**Records for this task**:
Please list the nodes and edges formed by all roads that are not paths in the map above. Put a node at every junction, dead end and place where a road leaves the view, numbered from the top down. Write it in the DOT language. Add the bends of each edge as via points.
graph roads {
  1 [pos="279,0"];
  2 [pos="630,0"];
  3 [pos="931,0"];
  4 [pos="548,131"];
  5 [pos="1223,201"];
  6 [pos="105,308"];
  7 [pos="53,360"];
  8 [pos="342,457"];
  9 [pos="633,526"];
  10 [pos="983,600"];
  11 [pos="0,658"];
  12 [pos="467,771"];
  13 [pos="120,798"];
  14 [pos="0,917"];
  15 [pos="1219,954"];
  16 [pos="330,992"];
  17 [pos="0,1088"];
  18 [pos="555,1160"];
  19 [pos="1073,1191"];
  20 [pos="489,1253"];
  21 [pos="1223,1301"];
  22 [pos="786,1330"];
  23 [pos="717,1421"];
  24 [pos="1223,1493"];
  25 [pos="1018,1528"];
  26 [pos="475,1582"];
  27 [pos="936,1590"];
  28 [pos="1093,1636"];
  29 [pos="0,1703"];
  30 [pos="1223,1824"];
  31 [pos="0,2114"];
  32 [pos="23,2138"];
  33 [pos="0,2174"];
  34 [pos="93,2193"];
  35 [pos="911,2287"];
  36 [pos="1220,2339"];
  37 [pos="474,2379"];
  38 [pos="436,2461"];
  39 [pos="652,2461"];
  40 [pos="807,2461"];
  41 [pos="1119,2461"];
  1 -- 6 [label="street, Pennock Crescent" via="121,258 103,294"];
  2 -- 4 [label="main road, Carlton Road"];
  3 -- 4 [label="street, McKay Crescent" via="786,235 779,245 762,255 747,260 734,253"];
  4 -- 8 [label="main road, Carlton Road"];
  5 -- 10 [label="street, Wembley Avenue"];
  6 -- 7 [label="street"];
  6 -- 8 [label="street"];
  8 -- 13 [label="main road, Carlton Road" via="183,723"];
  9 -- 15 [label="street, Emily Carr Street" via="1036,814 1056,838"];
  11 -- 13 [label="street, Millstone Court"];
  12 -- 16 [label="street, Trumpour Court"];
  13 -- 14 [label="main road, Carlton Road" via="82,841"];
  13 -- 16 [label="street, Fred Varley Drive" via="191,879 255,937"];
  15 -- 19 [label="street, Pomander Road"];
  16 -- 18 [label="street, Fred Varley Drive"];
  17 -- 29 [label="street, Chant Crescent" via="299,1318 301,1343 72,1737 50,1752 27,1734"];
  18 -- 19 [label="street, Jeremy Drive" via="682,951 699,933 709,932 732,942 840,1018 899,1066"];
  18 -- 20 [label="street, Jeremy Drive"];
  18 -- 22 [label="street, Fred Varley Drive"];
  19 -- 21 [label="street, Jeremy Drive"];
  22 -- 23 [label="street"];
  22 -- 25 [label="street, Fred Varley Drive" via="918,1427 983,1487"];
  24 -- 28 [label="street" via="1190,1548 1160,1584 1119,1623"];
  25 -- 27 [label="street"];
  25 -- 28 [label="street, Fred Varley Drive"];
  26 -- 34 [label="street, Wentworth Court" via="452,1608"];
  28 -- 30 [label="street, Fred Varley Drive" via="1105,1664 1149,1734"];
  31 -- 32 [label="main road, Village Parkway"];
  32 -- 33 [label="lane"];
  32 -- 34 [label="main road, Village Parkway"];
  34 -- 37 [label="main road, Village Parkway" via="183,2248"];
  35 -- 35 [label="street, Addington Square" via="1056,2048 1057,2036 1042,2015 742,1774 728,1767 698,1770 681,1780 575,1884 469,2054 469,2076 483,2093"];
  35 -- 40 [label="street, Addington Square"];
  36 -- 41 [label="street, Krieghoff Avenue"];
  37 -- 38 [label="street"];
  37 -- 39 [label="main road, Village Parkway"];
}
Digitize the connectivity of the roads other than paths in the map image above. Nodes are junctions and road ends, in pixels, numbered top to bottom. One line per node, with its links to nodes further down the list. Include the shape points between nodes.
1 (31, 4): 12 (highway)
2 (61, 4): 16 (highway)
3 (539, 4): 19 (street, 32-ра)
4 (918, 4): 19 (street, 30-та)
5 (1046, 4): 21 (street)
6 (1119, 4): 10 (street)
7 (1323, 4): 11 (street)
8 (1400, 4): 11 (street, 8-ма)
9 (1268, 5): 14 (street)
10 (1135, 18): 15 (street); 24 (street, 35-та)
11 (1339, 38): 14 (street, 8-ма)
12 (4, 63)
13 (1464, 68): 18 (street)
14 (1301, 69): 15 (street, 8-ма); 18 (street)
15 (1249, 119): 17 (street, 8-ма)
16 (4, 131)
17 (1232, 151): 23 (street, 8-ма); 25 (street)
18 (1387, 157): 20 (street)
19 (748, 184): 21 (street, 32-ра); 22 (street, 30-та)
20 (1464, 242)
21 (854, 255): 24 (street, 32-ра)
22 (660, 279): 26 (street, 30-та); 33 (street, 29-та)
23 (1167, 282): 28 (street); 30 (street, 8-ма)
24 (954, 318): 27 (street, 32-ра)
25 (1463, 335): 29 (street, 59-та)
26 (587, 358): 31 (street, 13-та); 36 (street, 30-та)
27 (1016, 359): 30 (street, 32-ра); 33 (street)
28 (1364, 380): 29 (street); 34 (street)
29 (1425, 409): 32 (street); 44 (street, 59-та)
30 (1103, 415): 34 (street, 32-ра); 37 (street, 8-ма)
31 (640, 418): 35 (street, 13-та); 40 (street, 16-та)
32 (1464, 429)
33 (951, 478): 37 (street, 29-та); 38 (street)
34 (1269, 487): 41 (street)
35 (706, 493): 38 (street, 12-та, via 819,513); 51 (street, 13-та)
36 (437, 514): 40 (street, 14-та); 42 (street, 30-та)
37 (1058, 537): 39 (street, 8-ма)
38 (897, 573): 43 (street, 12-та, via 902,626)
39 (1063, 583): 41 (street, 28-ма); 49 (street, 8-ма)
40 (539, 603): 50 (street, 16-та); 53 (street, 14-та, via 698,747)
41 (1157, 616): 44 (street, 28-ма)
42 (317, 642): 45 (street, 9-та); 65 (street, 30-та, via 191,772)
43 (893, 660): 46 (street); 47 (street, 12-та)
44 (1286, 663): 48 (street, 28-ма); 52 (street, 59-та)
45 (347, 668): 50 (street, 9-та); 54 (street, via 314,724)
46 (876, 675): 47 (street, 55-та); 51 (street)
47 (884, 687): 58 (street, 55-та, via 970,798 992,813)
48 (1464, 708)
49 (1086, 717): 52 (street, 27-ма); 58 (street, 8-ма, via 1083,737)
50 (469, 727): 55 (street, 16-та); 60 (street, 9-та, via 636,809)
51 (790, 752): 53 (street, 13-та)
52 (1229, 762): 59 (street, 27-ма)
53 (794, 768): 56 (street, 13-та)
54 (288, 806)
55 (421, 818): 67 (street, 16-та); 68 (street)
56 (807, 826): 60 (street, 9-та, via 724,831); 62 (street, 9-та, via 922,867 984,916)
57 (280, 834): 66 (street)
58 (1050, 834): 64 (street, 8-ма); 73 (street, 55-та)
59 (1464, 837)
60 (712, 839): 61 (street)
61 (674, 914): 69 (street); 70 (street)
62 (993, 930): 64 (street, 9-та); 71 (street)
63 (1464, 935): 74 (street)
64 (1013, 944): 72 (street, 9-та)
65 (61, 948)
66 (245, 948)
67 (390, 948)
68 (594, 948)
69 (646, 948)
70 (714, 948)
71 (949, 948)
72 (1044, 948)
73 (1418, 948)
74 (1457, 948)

**Your task**: Set the listing down again in full, exactly as it was given.

**Solution**:
Please list the nodes and edges formed by all roads that are not paths in the map above. Put a node at every junction, dead end and place where a road leaves the view, numbered from the top down. Write it in the DOT language. Add the bends of each edge as via points.
graph roads {
  1 [pos="279,0"];
  2 [pos="630,0"];
  3 [pos="931,0"];
  4 [pos="548,131"];
  5 [pos="1223,201"];
  6 [pos="105,308"];
  7 [pos="53,360"];
  8 [pos="342,457"];
  9 [pos="633,526"];
  10 [pos="983,600"];
  11 [pos="0,658"];
  12 [pos="467,771"];
  13 [pos="120,798"];
  14 [pos="0,917"];
  15 [pos="1219,954"];
  16 [pos="330,992"];
  17 [pos="0,1088"];
  18 [pos="555,1160"];
  19 [pos="1073,1191"];
  20 [pos="489,1253"];
  21 [pos="1223,1301"];
  22 [pos="786,1330"];
  23 [pos="717,1421"];
  24 [pos="1223,1493"];
  25 [pos="1018,1528"];
  26 [pos="475,1582"];
  27 [pos="936,1590"];
  28 [pos="1093,1636"];
  29 [pos="0,1703"];
  30 [pos="1223,1824"];
  31 [pos="0,2114"];
  32 [pos="23,2138"];
  33 [pos="0,2174"];
  34 [pos="93,2193"];
  35 [pos="911,2287"];
  36 [pos="1220,2339"];
  37 [pos="474,2379"];
  38 [pos="436,2461"];
  39 [pos="652,2461"];
  40 [pos="807,2461"];
  41 [pos="1119,2461"];
  1 -- 6 [label="street, Pennock Crescent" via="121,258 103,294"];
  2 -- 4 [label="main road, Carlton Road"];
  3 -- 4 [label="street, McKay Crescent" via="786,235 779,245 762,255 747,260 734,253"];
  4 -- 8 [label="main road, Carlton Road"];
  5 -- 10 [label="street, Wembley Avenue"];
  6 -- 7 [label="street"];
  6 -- 8 [label="street"];
  8 -- 13 [label="main road, Carlton Road" via="183,723"];
  9 -- 15 [label="street, Emily Carr Street" via="1036,814 1056,838"];
  11 -- 13 [label="street, Millstone Court"];
  12 -- 16 [label="street, Trumpour Court"];
  13 -- 14 [label="main road, Carlton Road" via="82,841"];
  13 -- 16 [label="street, Fred Varley Drive" via="191,879 255,937"];
  15 -- 19 [label="street, Pomander Road"];
  16 -- 18 [label="street, Fred Varley Drive"];
  17 -- 29 [label="street, Chant Crescent" via="299,1318 301,1343 72,1737 50,1752 27,1734"];
  18 -- 19 [label="street, Jeremy Drive" via="682,951 699,933 709,932 732,942 840,1018 899,1066"];
  18 -- 20 [label="street, Jeremy Drive"];
  18 -- 22 [label="street, Fred Varley Drive"];
  19 -- 21 [label="street, Jeremy Drive"];
  22 -- 23 [label="street"];
  22 -- 25 [label="street, Fred Varley Drive" via="918,1427 983,1487"];
  24 -- 28 [label="street" via="1190,1548 1160,1584 1119,1623"];
  25 -- 27 [label="street"];
  25 -- 28 [label="street, Fred Varley Drive"];
  26 -- 34 [label="street, Wentworth Court" via="452,1608"];
  28 -- 30 [label="street, Fred Varley Drive" via="1105,1664 1149,1734"];
  31 -- 32 [label="main road, Village Parkway"];
  32 -- 33 [label="lane"];
  32 -- 34 [label="main road, Village Parkway"];
  34 -- 37 [label="main road, Village Parkway" via="183,2248"];
  35 -- 35 [label="street, Addington Square" via="1056,2048 1057,2036 1042,2015 742,1774 728,1767 698,1770 681,1780 575,1884 469,2054 469,2076 483,2093"];
  35 -- 40 [label="street, Addington Square"];
  36 -- 41 [label="street, Krieghoff Avenue"];
  37 -- 38 [label="street"];
  37 -- 39 [label="main road, Village Parkway"];
}
Digitize the connectivity of the roads other than paths in the map image above. Nodes are junctions and road ends, in pixels, numbered top to bottom. One line per node, with its links to nodes further down the list. Include the shape points between nodes.
1 (31, 4): 12 (highway)
2 (61, 4): 16 (highway)
3 (539, 4): 19 (street, 32-ра)
4 (918, 4): 19 (street, 30-та)
5 (1046, 4): 21 (street)
6 (1119, 4): 10 (street)
7 (1323, 4): 11 (street)
8 (1400, 4): 11 (street, 8-ма)
9 (1268, 5): 14 (street)
10 (1135, 18): 15 (street); 24 (street, 35-та)
11 (1339, 38): 14 (street, 8-ма)
12 (4, 63)
13 (1464, 68): 18 (street)
14 (1301, 69): 15 (street, 8-ма); 18 (street)
15 (1249, 119): 17 (street, 8-ма)
16 (4, 131)
17 (1232, 151): 23 (street, 8-ма); 25 (street)
18 (1387, 157): 20 (street)
19 (748, 184): 21 (street, 32-ра); 22 (street, 30-та)
20 (1464, 242)
21 (854, 255): 24 (street, 32-ра)
22 (660, 279): 26 (street, 30-та); 33 (street, 29-та)
23 (1167, 282): 28 (street); 30 (street, 8-ма)
24 (954, 318): 27 (street, 32-ра)
25 (1463, 335): 29 (street, 59-та)
26 (587, 358): 31 (street, 13-та); 36 (street, 30-та)
27 (1016, 359): 30 (street, 32-ра); 33 (street)
28 (1364, 380): 29 (street); 34 (street)
29 (1425, 409): 32 (street); 44 (street, 59-та)
30 (1103, 415): 34 (street, 32-ра); 37 (street, 8-ма)
31 (640, 418): 35 (street, 13-та); 40 (street, 16-та)
32 (1464, 429)
33 (951, 478): 37 (street, 29-та); 38 (street)
34 (1269, 487): 41 (street)
35 (706, 493): 38 (street, 12-та, via 819,513); 51 (street, 13-та)
36 (437, 514): 40 (street, 14-та); 42 (street, 30-та)
37 (1058, 537): 39 (street, 8-ма)
38 (897, 573): 43 (street, 12-та, via 902,626)
39 (1063, 583): 41 (street, 28-ма); 49 (street, 8-ма)
40 (539, 603): 50 (street, 16-та); 53 (street, 14-та, via 698,747)
41 (1157, 616): 44 (street, 28-ма)
42 (317, 642): 45 (street, 9-та); 65 (street, 30-та, via 191,772)
43 (893, 660): 46 (street); 47 (street, 12-та)
44 (1286, 663): 48 (street, 28-ма); 52 (street, 59-та)
45 (347, 668): 50 (street, 9-та); 54 (street, via 314,724)
46 (876, 675): 47 (street, 55-та); 51 (street)
47 (884, 687): 58 (street, 55-та, via 970,798 992,813)
48 (1464, 708)
49 (1086, 717): 52 (street, 27-ма); 58 (street, 8-ма, via 1083,737)
50 (469, 727): 55 (street, 16-та); 60 (street, 9-та, via 636,809)
51 (790, 752): 53 (street, 13-та)
52 (1229, 762): 59 (street, 27-ма)
53 (794, 768): 56 (street, 13-та)
54 (288, 806)
55 (421, 818): 67 (street, 16-та); 68 (street)
56 (807, 826): 60 (street, 9-та, via 724,831); 62 (street, 9-та, via 922,867 984,916)
57 (280, 834): 66 (street)
58 (1050, 834): 64 (street, 8-ма); 73 (street, 55-та)
59 (1464, 837)
60 (712, 839): 61 (street)
61 (674, 914): 69 (street); 70 (street)
62 (993, 930): 64 (street, 9-та); 71 (street)
63 (1464, 935): 74 (street)
64 (1013, 944): 72 (street, 9-та)
65 (61, 948)
66 (245, 948)
67 (390, 948)
68 (594, 948)
69 (646, 948)
70 (714, 948)
71 (949, 948)
72 (1044, 948)
73 (1418, 948)
74 (1457, 948)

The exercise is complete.